***** Exercise materials
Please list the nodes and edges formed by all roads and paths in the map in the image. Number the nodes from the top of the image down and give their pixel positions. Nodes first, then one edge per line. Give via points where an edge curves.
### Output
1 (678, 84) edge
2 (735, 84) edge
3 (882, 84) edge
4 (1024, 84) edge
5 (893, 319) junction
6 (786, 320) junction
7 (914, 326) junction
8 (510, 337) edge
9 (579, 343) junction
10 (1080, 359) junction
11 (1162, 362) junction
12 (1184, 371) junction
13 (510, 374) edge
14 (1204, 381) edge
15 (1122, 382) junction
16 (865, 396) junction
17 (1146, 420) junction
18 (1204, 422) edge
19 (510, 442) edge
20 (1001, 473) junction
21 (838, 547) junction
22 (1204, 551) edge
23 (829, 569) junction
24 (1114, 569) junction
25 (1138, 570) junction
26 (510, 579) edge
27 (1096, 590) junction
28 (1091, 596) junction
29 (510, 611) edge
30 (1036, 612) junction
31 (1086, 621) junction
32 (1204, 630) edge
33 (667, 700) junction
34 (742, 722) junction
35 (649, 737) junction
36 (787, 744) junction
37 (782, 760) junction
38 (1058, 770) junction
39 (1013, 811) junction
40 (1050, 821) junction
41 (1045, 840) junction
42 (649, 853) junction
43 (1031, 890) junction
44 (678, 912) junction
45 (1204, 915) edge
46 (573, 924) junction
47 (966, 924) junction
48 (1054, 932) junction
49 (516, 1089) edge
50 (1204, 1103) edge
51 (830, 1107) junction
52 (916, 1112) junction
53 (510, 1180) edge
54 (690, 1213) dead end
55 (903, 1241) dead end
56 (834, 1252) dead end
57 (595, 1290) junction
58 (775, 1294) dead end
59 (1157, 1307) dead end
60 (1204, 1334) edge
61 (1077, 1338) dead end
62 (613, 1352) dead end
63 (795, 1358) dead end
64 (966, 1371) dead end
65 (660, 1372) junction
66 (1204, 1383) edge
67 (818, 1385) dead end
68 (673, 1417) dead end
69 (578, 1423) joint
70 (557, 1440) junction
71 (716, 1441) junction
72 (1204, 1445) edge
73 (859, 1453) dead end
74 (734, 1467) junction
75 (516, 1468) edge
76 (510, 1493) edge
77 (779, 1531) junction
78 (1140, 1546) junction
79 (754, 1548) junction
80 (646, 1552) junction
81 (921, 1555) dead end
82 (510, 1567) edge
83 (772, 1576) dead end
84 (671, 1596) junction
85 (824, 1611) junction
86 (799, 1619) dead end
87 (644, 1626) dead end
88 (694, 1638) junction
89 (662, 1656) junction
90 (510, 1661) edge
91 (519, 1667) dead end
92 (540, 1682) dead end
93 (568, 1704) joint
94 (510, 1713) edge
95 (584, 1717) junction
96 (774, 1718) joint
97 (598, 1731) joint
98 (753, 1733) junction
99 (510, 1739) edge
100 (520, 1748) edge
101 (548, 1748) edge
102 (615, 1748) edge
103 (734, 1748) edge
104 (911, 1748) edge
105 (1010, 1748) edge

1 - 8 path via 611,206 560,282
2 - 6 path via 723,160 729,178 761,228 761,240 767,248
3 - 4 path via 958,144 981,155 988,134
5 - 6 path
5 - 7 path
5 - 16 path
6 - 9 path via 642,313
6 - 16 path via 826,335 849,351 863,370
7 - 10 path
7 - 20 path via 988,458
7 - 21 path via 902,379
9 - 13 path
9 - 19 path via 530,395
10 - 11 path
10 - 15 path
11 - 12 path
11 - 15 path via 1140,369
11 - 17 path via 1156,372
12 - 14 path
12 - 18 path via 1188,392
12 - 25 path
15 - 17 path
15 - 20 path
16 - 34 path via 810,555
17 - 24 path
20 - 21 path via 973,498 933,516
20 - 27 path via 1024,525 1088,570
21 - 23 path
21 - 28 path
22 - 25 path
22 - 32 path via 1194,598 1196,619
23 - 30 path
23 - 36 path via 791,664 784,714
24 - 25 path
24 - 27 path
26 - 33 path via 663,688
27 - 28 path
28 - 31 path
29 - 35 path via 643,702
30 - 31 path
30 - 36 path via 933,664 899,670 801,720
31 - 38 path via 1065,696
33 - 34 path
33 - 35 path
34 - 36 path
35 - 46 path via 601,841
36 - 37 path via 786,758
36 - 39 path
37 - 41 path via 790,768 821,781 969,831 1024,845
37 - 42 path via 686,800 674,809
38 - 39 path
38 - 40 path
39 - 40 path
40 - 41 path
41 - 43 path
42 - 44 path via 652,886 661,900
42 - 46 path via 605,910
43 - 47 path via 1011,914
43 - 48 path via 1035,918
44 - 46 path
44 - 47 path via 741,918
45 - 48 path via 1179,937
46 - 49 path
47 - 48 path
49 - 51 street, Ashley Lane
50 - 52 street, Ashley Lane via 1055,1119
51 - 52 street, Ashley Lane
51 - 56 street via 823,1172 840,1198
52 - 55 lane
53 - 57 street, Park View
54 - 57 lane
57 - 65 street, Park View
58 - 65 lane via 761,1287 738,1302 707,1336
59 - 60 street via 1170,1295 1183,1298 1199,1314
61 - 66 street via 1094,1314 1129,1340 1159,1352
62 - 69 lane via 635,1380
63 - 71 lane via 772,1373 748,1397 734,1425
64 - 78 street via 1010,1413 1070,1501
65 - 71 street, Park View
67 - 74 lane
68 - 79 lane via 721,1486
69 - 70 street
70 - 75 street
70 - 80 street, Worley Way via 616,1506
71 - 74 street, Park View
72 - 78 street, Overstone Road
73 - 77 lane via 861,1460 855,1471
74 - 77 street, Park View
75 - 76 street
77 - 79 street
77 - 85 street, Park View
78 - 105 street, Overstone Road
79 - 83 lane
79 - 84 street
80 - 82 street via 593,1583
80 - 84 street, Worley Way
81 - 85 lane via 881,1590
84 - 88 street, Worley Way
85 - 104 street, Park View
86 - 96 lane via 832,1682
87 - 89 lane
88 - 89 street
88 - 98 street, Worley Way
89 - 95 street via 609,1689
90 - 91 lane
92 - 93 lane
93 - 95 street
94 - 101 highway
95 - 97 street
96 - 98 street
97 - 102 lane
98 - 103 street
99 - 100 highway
**********
• _Required action_
Write out every line of the data again, exactly as it reads.

• _Exercise output_
Please list the nodes and edges formed by all roads and paths in the map in the image. Number the nodes from the top of the image down and give their pixel positions. Nodes first, then one edge per line. Give via points where an edge curves.
### Output
1 (678, 84) edge
2 (735, 84) edge
3 (882, 84) edge
4 (1024, 84) edge
5 (893, 319) junction
6 (786, 320) junction
7 (914, 326) junction
8 (510, 337) edge
9 (579, 343) junction
10 (1080, 359) junction
11 (1162, 362) junction
12 (1184, 371) junction
13 (510, 374) edge
14 (1204, 381) edge
15 (1122, 382) junction
16 (865, 396) junction
17 (1146, 420) junction
18 (1204, 422) edge
19 (510, 442) edge
20 (1001, 473) junction
21 (838, 547) junction
22 (1204, 551) edge
23 (829, 569) junction
24 (1114, 569) junction
25 (1138, 570) junction
26 (510, 579) edge
27 (1096, 590) junction
28 (1091, 596) junction
29 (510, 611) edge
30 (1036, 612) junction
31 (1086, 621) junction
32 (1204, 630) edge
33 (667, 700) junction
34 (742, 722) junction
35 (649, 737) junction
36 (787, 744) junction
37 (782, 760) junction
38 (1058, 770) junction
39 (1013, 811) junction
40 (1050, 821) junction
41 (1045, 840) junction
42 (649, 853) junction
43 (1031, 890) junction
44 (678, 912) junction
45 (1204, 915) edge
46 (573, 924) junction
47 (966, 924) junction
48 (1054, 932) junction
49 (516, 1089) edge
50 (1204, 1103) edge
51 (830, 1107) junction
52 (916, 1112) junction
53 (510, 1180) edge
54 (690, 1213) dead end
55 (903, 1241) dead end
56 (834, 1252) dead end
57 (595, 1290) junction
58 (775, 1294) dead end
59 (1157, 1307) dead end
60 (1204, 1334) edge
61 (1077, 1338) dead end
62 (613, 1352) dead end
63 (795, 1358) dead end
64 (966, 1371) dead end
65 (660, 1372) junction
66 (1204, 1383) edge
67 (818, 1385) dead end
68 (673, 1417) dead end
69 (578, 1423) joint
70 (557, 1440) junction
71 (716, 1441) junction
72 (1204, 1445) edge
73 (859, 1453) dead end
74 (734, 1467) junction
75 (516, 1468) edge
76 (510, 1493) edge
77 (779, 1531) junction
78 (1140, 1546) junction
79 (754, 1548) junction
80 (646, 1552) junction
81 (921, 1555) dead end
82 (510, 1567) edge
83 (772, 1576) dead end
84 (671, 1596) junction
85 (824, 1611) junction
86 (799, 1619) dead end
87 (644, 1626) dead end
88 (694, 1638) junction
89 (662, 1656) junction
90 (510, 1661) edge
91 (519, 1667) dead end
92 (540, 1682) dead end
93 (568, 1704) joint
94 (510, 1713) edge
95 (584, 1717) junction
96 (774, 1718) joint
97 (598, 1731) joint
98 (753, 1733) junction
99 (510, 1739) edge
100 (520, 1748) edge
101 (548, 1748) edge
102 (615, 1748) edge
103 (734, 1748) edge
104 (911, 1748) edge
105 (1010, 1748) edge

1 - 8 path via 611,206 560,282
2 - 6 path via 723,160 729,178 761,228 761,240 767,248
3 - 4 path via 958,144 981,155 988,134
5 - 6 path
5 - 7 path
5 - 16 path
6 - 9 path via 642,313
6 - 16 path via 826,335 849,351 863,370
7 - 10 path
7 - 20 path via 988,458
7 - 21 path via 902,379
9 - 13 path
9 - 19 path via 530,395
10 - 11 path
10 - 15 path
11 - 12 path
11 - 15 path via 1140,369
11 - 17 path via 1156,372
12 - 14 path
12 - 18 path via 1188,392
12 - 25 path
15 - 17 path
15 - 20 path
16 - 34 path via 810,555
17 - 24 path
20 - 21 path via 973,498 933,516
20 - 27 path via 1024,525 1088,570
21 - 23 path
21 - 28 path
22 - 25 path
22 - 32 path via 1194,598 1196,619
23 - 30 path
23 - 36 path via 791,664 784,714
24 - 25 path
24 - 27 path
26 - 33 path via 663,688
27 - 28 path
28 - 31 path
29 - 35 path via 643,702
30 - 31 path
30 - 36 path via 933,664 899,670 801,720
31 - 38 path via 1065,696
33 - 34 path
33 - 35 path
34 - 36 path
35 - 46 path via 601,841
36 - 37 path via 786,758
36 - 39 path
37 - 41 path via 790,768 821,781 969,831 1024,845
37 - 42 path via 686,800 674,809
38 - 39 path
38 - 40 path
39 - 40 path
40 - 41 path
41 - 43 path
42 - 44 path via 652,886 661,900
42 - 46 path via 605,910
43 - 47 path via 1011,914
43 - 48 path via 1035,918
44 - 46 path
44 - 47 path via 741,918
45 - 48 path via 1179,937
46 - 49 path
47 - 48 path
49 - 51 street, Ashley Lane
50 - 52 street, Ashley Lane via 1055,1119
51 - 52 street, Ashley Lane
51 - 56 street via 823,1172 840,1198
52 - 55 lane
53 - 57 street, Park View
54 - 57 lane
57 - 65 street, Park View
58 - 65 lane via 761,1287 738,1302 707,1336
59 - 60 street via 1170,1295 1183,1298 1199,1314
61 - 66 street via 1094,1314 1129,1340 1159,1352
62 - 69 lane via 635,1380
63 - 71 lane via 772,1373 748,1397 734,1425
64 - 78 street via 1010,1413 1070,1501
65 - 71 street, Park View
67 - 74 lane
68 - 79 lane via 721,1486
69 - 70 street
70 - 75 street
70 - 80 street, Worley Way via 616,1506
71 - 74 street, Park View
72 - 78 street, Overstone Road
73 - 77 lane via 861,1460 855,1471
74 - 77 street, Park View
75 - 76 street
77 - 79 street
77 - 85 street, Park View
78 - 105 street, Overstone Road
79 - 83 lane
79 - 84 street
80 - 82 street via 593,1583
80 - 84 street, Worley Way
81 - 85 lane via 881,1590
84 - 88 street, Worley Way
85 - 104 street, Park View
86 - 96 lane via 832,1682
87 - 89 lane
88 - 89 street
88 - 98 street, Worley Way
89 - 95 street via 609,1689
90 - 91 lane
92 - 93 lane
93 - 95 street
94 - 101 highway
95 - 97 street
96 - 98 street
97 - 102 lane
98 - 103 street
99 - 100 highway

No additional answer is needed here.